Related to this, is a complete erasure of one of the biggest constraints to cleanliness—the acute shortage of water. Once again, there is no recognition of individual or collective responsibility for these shortages—the ways in which water resources are consumed by large industries, the pollution of rivers that is often an inevitable consequence, and the sheer lack of access to water for drinking and sanitation that millions struggle with in their everyday existence. Taking these issues on board would demand far more than a pledge to use dustbins or stop spitting.
Absence of the working class
As illuminating were some of the reports of activities that were carried out, and the statements that were issued. The Statesman (3 October 2014) drew attention to the plight of slum dwellers, for whom survival in insanitary conditions is a way of life. It also carried a vivid account of the activities of the Delhi government:
The chief secretary also conducted an inspection of all the offices and toilets at Delhi Secretariat and appealed [to] the staff not to wash utensils in toilets citing that food particles and other foreign objects get caught between the drain and pipes leading to choking of the drain.
Compare this with the account of Yusuf, a ragpicker, also from the same newspaper. His arduous daily routine includes collecting nearly 50 kg of trash a day, and sorting this out with the help of his mother and sister, before selling his collection to the kabariwala. The report also states that there is at least one ragpicker per hundred people in Delhi, working to keep the city clean, and located at the very bottom of the socio-economic order. What meaning could the pledge have for him?
While ragpickers are literally at the very bottom of the heap, in the unorganised sector, The Hindu (2nd October 2014) reported that in the South Delhi Municipal Corporation alone, as many as 25% (7,000 out of 28,000) safai karamcharis work on a temporary basis, denied the benefits of permanent employment, even as they work to keep the city clean.

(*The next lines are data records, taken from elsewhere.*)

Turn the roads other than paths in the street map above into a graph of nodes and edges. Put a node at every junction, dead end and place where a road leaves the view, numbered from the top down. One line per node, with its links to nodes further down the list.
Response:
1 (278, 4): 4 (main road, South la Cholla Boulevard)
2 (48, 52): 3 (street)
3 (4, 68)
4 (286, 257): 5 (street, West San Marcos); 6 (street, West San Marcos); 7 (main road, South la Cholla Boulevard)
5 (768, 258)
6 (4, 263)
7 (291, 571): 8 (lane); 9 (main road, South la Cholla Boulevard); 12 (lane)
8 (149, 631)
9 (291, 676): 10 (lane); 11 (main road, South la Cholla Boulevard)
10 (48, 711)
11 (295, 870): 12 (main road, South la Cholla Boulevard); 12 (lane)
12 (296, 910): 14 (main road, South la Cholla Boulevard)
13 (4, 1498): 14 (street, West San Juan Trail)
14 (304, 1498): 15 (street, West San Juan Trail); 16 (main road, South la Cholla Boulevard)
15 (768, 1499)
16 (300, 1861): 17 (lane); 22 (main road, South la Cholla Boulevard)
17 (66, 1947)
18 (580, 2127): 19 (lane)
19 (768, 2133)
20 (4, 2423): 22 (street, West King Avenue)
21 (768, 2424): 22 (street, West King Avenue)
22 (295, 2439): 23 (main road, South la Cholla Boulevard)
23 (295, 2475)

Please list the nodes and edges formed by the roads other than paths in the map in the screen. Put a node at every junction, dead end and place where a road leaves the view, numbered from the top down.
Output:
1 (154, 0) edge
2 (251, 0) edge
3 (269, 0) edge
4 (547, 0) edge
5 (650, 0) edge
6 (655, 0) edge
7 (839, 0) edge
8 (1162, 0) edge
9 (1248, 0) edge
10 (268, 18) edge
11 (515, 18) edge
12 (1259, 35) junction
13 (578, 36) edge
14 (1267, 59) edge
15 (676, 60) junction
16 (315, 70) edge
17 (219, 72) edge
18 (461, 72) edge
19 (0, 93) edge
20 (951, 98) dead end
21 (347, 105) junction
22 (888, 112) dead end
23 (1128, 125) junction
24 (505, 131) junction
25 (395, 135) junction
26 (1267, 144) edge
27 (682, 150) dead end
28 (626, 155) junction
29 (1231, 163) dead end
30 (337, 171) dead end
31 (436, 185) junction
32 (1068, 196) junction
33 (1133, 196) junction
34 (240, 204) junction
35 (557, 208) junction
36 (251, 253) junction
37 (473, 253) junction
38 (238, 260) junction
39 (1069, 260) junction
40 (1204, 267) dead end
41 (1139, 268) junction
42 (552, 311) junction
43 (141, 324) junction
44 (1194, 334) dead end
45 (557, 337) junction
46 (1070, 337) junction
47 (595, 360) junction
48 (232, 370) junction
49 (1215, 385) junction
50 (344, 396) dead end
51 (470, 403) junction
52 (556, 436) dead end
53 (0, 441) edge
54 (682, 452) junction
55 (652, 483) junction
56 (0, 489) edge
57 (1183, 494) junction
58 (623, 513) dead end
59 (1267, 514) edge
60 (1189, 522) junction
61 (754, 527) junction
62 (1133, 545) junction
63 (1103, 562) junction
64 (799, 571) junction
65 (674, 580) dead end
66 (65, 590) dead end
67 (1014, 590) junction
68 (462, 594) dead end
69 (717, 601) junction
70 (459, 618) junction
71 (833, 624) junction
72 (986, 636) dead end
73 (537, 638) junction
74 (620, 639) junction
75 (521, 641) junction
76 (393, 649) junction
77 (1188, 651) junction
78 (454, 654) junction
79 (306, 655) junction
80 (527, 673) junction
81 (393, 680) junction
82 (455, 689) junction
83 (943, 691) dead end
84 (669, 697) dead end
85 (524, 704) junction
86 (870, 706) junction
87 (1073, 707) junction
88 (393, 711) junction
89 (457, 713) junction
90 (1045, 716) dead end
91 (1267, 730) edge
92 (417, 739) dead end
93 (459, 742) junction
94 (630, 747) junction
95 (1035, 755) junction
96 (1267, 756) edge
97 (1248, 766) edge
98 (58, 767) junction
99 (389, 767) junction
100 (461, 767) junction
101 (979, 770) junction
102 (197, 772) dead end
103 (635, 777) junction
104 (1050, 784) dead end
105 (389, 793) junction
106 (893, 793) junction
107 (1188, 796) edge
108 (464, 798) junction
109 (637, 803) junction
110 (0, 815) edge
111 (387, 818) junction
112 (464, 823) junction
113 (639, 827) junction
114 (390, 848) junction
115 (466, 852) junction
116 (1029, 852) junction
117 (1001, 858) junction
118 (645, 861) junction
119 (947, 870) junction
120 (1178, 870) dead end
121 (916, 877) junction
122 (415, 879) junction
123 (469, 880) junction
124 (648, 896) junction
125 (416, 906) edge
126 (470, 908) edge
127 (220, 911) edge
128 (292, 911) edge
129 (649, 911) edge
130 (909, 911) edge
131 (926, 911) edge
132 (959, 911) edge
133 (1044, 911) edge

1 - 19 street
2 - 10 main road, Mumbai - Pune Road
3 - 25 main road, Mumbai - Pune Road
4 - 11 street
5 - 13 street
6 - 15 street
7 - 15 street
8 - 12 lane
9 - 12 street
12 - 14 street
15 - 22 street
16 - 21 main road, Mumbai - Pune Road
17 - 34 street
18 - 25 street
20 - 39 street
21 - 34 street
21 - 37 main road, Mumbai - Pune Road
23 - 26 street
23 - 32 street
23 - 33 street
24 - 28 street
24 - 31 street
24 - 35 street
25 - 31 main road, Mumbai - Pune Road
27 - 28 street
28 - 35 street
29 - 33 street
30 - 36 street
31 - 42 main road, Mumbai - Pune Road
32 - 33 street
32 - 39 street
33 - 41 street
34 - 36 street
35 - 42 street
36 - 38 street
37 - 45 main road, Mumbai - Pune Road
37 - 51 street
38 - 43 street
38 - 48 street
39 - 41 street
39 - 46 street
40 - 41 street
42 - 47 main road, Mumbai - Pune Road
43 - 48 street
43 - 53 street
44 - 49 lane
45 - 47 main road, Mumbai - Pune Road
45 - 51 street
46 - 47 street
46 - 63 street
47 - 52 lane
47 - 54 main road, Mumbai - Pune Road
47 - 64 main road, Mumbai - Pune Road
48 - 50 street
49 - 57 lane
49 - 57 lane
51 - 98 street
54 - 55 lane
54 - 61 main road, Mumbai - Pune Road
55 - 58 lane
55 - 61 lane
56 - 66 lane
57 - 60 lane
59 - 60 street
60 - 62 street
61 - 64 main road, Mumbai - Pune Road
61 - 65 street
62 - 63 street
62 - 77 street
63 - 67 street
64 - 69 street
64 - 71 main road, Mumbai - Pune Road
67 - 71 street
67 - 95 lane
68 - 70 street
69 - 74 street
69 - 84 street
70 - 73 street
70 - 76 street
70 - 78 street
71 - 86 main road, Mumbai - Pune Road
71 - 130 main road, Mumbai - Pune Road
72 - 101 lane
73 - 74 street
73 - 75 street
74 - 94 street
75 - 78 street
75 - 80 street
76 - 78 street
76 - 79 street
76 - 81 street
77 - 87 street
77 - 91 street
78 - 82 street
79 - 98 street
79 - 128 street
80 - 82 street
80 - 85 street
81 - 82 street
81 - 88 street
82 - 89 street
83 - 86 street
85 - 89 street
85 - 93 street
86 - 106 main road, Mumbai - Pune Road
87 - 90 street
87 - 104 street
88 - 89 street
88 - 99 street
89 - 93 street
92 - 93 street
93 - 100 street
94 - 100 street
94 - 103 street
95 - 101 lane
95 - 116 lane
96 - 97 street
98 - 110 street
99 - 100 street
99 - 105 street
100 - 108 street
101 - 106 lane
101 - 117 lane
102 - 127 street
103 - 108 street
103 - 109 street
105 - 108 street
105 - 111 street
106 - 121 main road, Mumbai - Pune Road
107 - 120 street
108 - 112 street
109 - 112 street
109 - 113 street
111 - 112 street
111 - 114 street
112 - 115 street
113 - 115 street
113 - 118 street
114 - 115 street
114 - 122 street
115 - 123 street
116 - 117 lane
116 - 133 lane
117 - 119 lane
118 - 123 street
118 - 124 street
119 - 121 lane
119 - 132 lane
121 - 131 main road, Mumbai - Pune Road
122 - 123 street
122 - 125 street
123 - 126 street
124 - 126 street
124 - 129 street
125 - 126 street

Within Jawaharlal Nehru University, the campus responded in a variety of ways (The Statesman, 3 October 2014). Many, as expected, responded diligently to the official directive. Others chose to boycott both the pledge-taking and the symbolic cleanliness drive either tacitly or explicitly. More important, faculty, students and workers mobilised to constructively shift the focus of the occasion from a symbolic gesture towards the conditions of those who actually ensure the cleanliness of the upper and middle classes (and castes) who have access to the institutions that were expected to participate in the pledge-taking. Demands for ensuring safe working conditions, including footwear, gloves and masks, the basic prerequisites for handling hazardous substances, were raised, as also long-term concerns about job security.
Conclusion
As the dust settles down after the broomstick wielding that we have been witness to, we clearly have a long way to go as we take on the pledge and move beyond it.